WHAT TO PRODUCE. Wherever the word "points" shows up in the data, report the line it sits in.

RECORDS FOR THE EXERCISE.
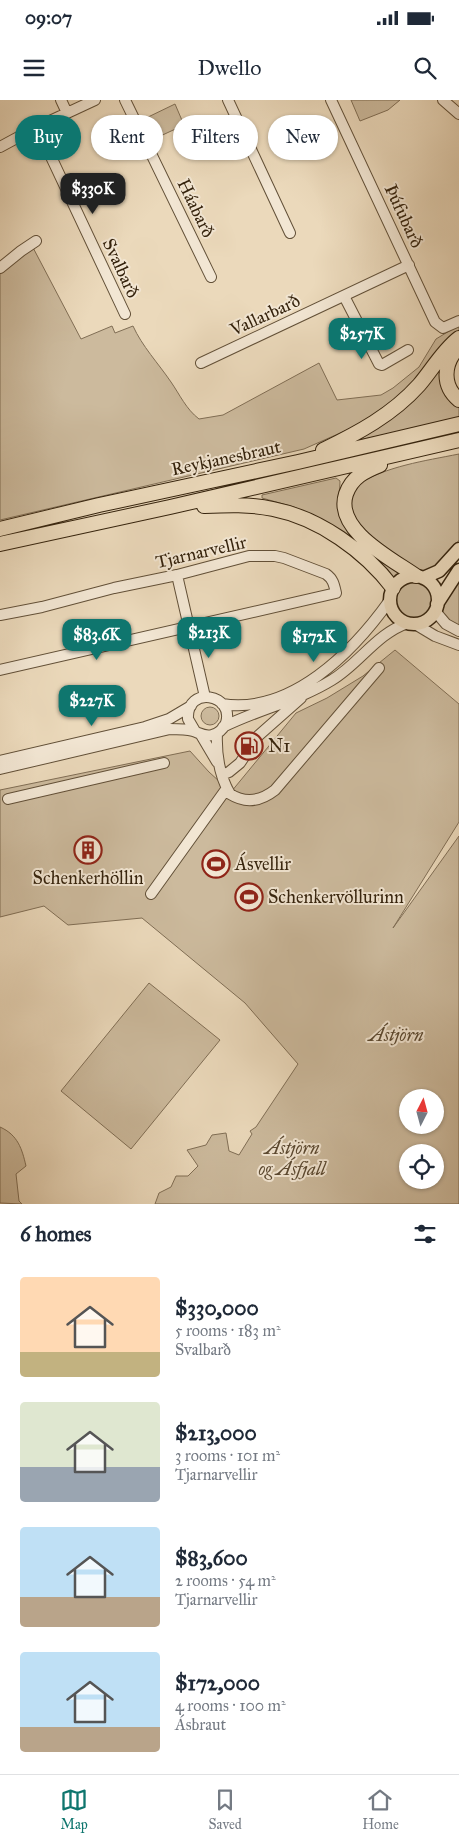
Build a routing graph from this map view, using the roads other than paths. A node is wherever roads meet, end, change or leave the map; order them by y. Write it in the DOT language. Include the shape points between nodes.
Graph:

...

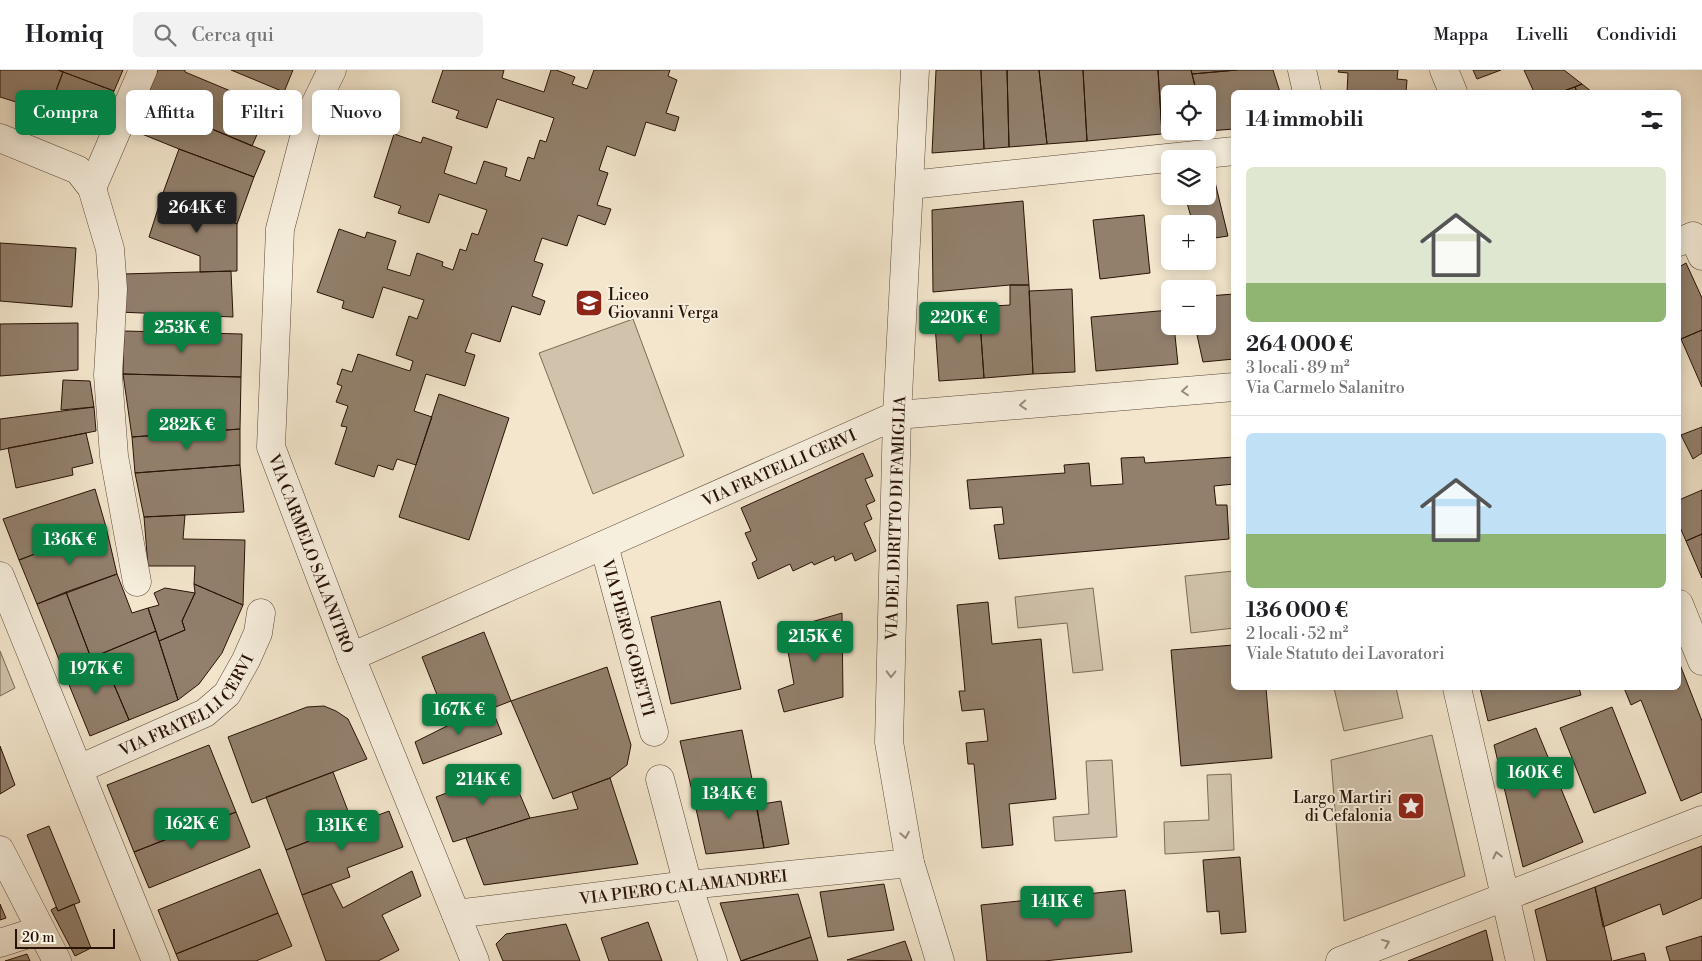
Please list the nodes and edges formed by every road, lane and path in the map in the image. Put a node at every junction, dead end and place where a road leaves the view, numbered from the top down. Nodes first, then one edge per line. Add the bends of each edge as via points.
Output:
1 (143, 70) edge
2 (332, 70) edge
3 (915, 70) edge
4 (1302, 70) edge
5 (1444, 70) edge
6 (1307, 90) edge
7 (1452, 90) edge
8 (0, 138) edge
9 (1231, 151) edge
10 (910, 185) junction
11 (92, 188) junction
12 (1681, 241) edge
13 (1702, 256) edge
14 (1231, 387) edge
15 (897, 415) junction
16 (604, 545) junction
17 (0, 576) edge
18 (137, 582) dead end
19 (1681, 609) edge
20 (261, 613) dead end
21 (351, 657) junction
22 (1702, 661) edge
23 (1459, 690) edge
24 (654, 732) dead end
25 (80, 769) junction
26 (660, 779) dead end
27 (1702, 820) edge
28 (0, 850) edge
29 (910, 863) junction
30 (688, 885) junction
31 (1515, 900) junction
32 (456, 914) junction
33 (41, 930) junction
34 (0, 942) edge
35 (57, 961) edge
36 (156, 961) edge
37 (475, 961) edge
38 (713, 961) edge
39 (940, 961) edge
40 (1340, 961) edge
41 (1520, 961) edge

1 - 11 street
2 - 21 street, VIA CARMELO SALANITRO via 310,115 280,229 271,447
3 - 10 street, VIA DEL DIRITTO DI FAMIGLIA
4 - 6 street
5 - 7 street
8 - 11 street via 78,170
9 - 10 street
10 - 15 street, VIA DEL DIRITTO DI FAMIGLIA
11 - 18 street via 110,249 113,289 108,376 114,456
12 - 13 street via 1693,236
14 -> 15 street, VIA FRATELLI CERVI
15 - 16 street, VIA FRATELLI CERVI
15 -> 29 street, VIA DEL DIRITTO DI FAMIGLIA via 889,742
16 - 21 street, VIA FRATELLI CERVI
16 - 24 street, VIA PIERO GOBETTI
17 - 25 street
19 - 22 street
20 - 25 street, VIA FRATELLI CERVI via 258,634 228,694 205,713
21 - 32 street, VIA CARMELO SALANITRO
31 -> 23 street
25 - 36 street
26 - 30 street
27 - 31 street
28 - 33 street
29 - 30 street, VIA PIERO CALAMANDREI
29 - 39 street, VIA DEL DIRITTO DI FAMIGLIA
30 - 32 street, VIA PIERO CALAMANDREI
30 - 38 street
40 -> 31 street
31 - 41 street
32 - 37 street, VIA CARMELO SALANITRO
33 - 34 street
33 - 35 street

RESULT OF THE TASK.
Build a routing graph from this map view, using the roads other than paths. A node is wherever roads meet, end, change or leave the map; order them by y. Write it in the DOT language. Include the shape points between nodes.
Please list the nodes and edges formed by every road, lane and path in the map in the image. Put a node at every junction, dead end and place where a road leaves the view, numbered from the top down. Nodes first, then one edge per line. Add the bends of each edge as via points.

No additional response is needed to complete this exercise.